A l’appui de son recours le demandeur fait exposer être arrivé au Grand-Duché de Luxembourg le 29 juin 2004, en provenance de l'Espagne, afin d'assister à l'anniversaire d'un de ses amis. Le même jour, lors d'un contrôle conjoint par la police et l'administration des douanes au restaurant "Perle Fine" à Rumelange où il se trouvait pour assister à la fête, il fut intercepté et placé au centre de séjour provisoire pour étrangers en situation irrégulière. Il ajoute qu'à l'occasion de cette visite de courtoisie, il avait pris la précaution d'avoir sur lui la somme de 1.400 €, destinée à lui permettre de faire face à des difficultés quelconques. Il souligne qu'il vit de façon continuelle en Espagne où il est titulaire d'un permis de séjour et d'un permis de travail.

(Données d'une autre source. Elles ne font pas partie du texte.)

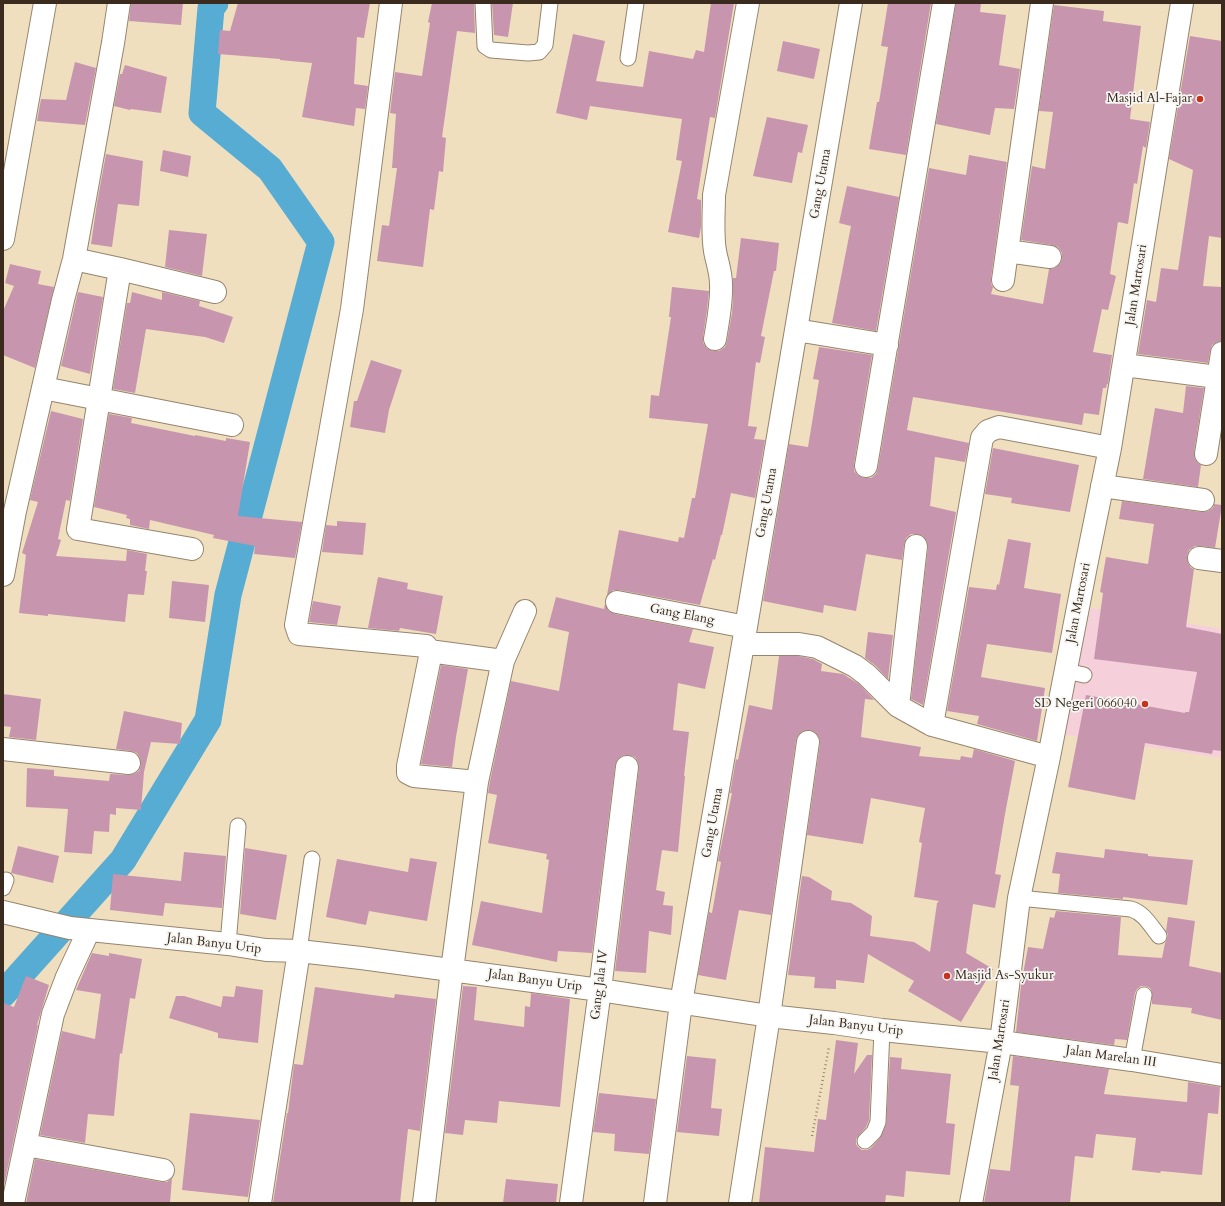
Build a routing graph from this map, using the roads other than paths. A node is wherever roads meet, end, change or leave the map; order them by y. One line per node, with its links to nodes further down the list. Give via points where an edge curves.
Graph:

Il estime que les conditions légales pour prononcer une mesure de placement ne sont pas remplies. Il n'existerait dans son chef aucun danger qu'il essaye de se soustraire à la mesure d'éloignement envisagée par les autorités luxembourgeoises. Pareillement, il ne constituerait aucun danger pour l'ordre public. De plus, les autorités luxembourgeoises n'auraient pas entrepris tous les efforts en vue d'assurer que la mesure d'éloignement puisse être exécutée sans retard, dans les délais les plus brefs, comportement d'autant plus répréhensible que son identité leur serait connue. Finalement, la mesure critiquée serait disproportionnée par rapport au but poursuivi par l'autorité administrative.

Le délégué du gouvernement explique que Monsieur … a fait l'objet d'une mesure de placement parce qu'il a été trouvé au restaurant "Perle Fine" sans pièce d'identité et alors qu'il tentait de prendre la fuite. Il ajoute que dans la suite, la police judiciaire s'est vu remettre une copie du passeport chinois du demandeur, mais que le visa Schengen y apposé par les autorités françaises serait d'une qualité tellement mauvaise qu'il aurait été impossible d'en vérifier la validité. – La carte de séjour espagnole que le demandeur portait également sur lui aurait perdu sa validité. Les autorités espagnoles auraient entre-temps fourni l'information que Monsieur … est effectivement autorisé à résider en Espagne et la police judiciaire aurait été chargée d'organiser son retour vers l'Espagne.

Le délégué du gouvernement conteste l'absence de risque de fuite du demandeur, dès lors que celui-ci, lors du contrôle d'identité, aurait tenté de prendre la fuite, fait caractéristique du risque de fuite de nature à compromettre ultérieurement la mesure de rapatriement. – D'ailleurs, la mesure de placement se justifierait en dehors de tout danger pour l'ordre public, dès lors qu'elle serait légalement admissible par le seul fait de l'irrégularité du séjour et de l'imminence d'une mesure d'éloignement. – Les démarches en vue de l'éloignement du demandeur auraient été entreprises avec diligence, la police judiciaire ayant pris contact avec les autorités espagnoles dès le moment où elles étaient en possession des copies des pièces documentant un séjour en Espagne et du passeport chinois valable. A l'audience, il a encore déclaré que l'éloignement de Monsieur … serait prévu pour le 23 juillet 2004. – Finalement, la mesure critiquée ne serait pas disproportionnée par rapport au but poursuivi. Non seulement les autorités luxembourgeoises auraient-elles ignoré au moment du placement de Monsieur … que celui-ci avait sollicité un nouveau titre de séjour en Espagne, mais encore le fait d'avoir introduit en Espagne une telle demande ne conférerait pas au séjour au Luxembourg un caractère régulier, de sorte qu'en toute hypothèse la mesure de placement était encore justifiée.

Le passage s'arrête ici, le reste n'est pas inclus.